Set down all of the data exactly as it appears.

Records to use section start

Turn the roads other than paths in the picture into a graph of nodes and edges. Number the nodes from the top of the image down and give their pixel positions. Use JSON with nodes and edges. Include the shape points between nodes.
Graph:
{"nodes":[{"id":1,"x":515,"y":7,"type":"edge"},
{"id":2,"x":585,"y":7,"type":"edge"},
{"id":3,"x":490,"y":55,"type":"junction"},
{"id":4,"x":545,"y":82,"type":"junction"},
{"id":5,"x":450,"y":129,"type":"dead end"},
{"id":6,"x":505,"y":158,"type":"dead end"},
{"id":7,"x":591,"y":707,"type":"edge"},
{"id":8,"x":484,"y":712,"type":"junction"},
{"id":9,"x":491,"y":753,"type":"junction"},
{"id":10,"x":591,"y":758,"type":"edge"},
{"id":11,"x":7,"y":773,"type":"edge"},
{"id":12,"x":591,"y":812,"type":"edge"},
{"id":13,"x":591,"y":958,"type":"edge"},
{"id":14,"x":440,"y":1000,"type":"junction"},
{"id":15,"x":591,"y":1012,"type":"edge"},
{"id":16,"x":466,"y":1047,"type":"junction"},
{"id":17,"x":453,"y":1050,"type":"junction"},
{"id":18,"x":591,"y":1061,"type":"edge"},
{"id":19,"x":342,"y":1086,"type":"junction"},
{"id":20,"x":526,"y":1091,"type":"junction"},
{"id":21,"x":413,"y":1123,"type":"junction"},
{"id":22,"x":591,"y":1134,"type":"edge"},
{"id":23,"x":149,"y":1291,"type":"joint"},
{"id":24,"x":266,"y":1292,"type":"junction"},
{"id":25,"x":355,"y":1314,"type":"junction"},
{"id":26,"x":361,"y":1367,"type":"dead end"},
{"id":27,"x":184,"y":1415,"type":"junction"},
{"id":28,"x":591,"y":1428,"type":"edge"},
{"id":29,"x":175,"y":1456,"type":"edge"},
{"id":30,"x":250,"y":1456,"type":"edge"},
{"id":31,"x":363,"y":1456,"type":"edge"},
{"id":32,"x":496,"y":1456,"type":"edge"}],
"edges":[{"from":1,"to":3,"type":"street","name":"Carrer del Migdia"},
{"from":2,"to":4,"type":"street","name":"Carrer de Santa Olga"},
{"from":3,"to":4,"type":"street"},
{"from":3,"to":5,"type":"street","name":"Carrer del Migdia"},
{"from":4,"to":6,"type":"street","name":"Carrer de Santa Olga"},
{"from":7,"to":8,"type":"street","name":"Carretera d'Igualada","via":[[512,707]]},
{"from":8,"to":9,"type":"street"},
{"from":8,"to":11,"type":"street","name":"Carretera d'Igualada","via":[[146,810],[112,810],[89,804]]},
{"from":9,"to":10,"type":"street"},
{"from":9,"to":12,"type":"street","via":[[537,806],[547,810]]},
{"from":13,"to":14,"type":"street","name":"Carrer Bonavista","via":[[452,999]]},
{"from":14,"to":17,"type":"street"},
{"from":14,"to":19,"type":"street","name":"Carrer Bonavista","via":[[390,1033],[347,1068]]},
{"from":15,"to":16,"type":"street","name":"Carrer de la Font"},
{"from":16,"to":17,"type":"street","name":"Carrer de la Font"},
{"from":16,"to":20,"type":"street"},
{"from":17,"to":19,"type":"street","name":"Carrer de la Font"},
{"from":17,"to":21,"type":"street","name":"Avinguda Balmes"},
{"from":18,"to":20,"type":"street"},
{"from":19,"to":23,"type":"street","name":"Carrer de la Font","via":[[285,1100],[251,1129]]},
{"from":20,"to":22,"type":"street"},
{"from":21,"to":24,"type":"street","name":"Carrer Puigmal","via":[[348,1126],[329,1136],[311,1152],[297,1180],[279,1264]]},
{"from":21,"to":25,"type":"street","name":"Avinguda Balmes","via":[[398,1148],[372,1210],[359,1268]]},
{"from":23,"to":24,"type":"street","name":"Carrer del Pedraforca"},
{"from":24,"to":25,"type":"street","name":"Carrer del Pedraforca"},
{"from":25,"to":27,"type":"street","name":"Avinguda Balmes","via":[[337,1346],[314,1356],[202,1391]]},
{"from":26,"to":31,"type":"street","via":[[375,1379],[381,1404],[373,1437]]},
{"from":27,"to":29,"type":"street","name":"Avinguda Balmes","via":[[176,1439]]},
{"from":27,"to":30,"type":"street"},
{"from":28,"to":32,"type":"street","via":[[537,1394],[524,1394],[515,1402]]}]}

Records to use section end

» **Answer space**
Turn the roads other than paths in the picture into a graph of nodes and edges. Number the nodes from the top of the image down and give their pixel positions. Use JSON with nodes and edges. Include the shape points between nodes.
Graph:
{"nodes":[{"id":1,"x":515,"y":7,"type":"edge"},
{"id":2,"x":585,"y":7,"type":"edge"},
{"id":3,"x":490,"y":55,"type":"junction"},
{"id":4,"x":545,"y":82,"type":"junction"},
{"id":5,"x":450,"y":129,"type":"dead end"},
{"id":6,"x":505,"y":158,"type":"dead end"},
{"id":7,"x":591,"y":707,"type":"edge"},
{"id":8,"x":484,"y":712,"type":"junction"},
{"id":9,"x":491,"y":753,"type":"junction"},
{"id":10,"x":591,"y":758,"type":"edge"},
{"id":11,"x":7,"y":773,"type":"edge"},
{"id":12,"x":591,"y":812,"type":"edge"},
{"id":13,"x":591,"y":958,"type":"edge"},
{"id":14,"x":440,"y":1000,"type":"junction"},
{"id":15,"x":591,"y":1012,"type":"edge"},
{"id":16,"x":466,"y":1047,"type":"junction"},
{"id":17,"x":453,"y":1050,"type":"junction"},
{"id":18,"x":591,"y":1061,"type":"edge"},
{"id":19,"x":342,"y":1086,"type":"junction"},
{"id":20,"x":526,"y":1091,"type":"junction"},
{"id":21,"x":413,"y":1123,"type":"junction"},
{"id":22,"x":591,"y":1134,"type":"edge"},
{"id":23,"x":149,"y":1291,"type":"joint"},
{"id":24,"x":266,"y":1292,"type":"junction"},
{"id":25,"x":355,"y":1314,"type":"junction"},
{"id":26,"x":361,"y":1367,"type":"dead end"},
{"id":27,"x":184,"y":1415,"type":"junction"},
{"id":28,"x":591,"y":1428,"type":"edge"},
{"id":29,"x":175,"y":1456,"type":"edge"},
{"id":30,"x":250,"y":1456,"type":"edge"},
{"id":31,"x":363,"y":1456,"type":"edge"},
{"id":32,"x":496,"y":1456,"type":"edge"}],
"edges":[{"from":1,"to":3,"type":"street","name":"Carrer del Migdia"},
{"from":2,"to":4,"type":"street","name":"Carrer de Santa Olga"},
{"from":3,"to":4,"type":"street"},
{"from":3,"to":5,"type":"street","name":"Carrer del Migdia"},
{"from":4,"to":6,"type":"street","name":"Carrer de Santa Olga"},
{"from":7,"to":8,"type":"street","name":"Carretera d'Igualada","via":[[512,707]]},
{"from":8,"to":9,"type":"street"},
{"from":8,"to":11,"type":"street","name":"Carretera d'Igualada","via":[[146,810],[112,810],[89,804]]},
{"from":9,"to":10,"type":"street"},
{"from":9,"to":12,"type":"street","via":[[537,806],[547,810]]},
{"from":13,"to":14,"type":"street","name":"Carrer Bonavista","via":[[452,999]]},
{"from":14,"to":17,"type":"street"},
{"from":14,"to":19,"type":"street","name":"Carrer Bonavista","via":[[390,1033],[347,1068]]},
{"from":15,"to":16,"type":"street","name":"Carrer de la Font"},
{"from":16,"to":17,"type":"street","name":"Carrer de la Font"},
{"from":16,"to":20,"type":"street"},
{"from":17,"to":19,"type":"street","name":"Carrer de la Font"},
{"from":17,"to":21,"type":"street","name":"Avinguda Balmes"},
{"from":18,"to":20,"type":"street"},
{"from":19,"to":23,"type":"street","name":"Carrer de la Font","via":[[285,1100],[251,1129]]},
{"from":20,"to":22,"type":"street"},
{"from":21,"to":24,"type":"street","name":"Carrer Puigmal","via":[[348,1126],[329,1136],[311,1152],[297,1180],[279,1264]]},
{"from":21,"to":25,"type":"street","name":"Avinguda Balmes","via":[[398,1148],[372,1210],[359,1268]]},
{"from":23,"to":24,"type":"street","name":"Carrer del Pedraforca"},
{"from":24,"to":25,"type":"street","name":"Carrer del Pedraforca"},
{"from":25,"to":27,"type":"street","name":"Avinguda Balmes","via":[[337,1346],[314,1356],[202,1391]]},
{"from":26,"to":31,"type":"street","via":[[375,1379],[381,1404],[373,1437]]},
{"from":27,"to":29,"type":"street","name":"Avinguda Balmes","via":[[176,1439]]},
{"from":27,"to":30,"type":"street"},
{"from":28,"to":32,"type":"street","via":[[537,1394],[524,1394],[515,1402]]}]}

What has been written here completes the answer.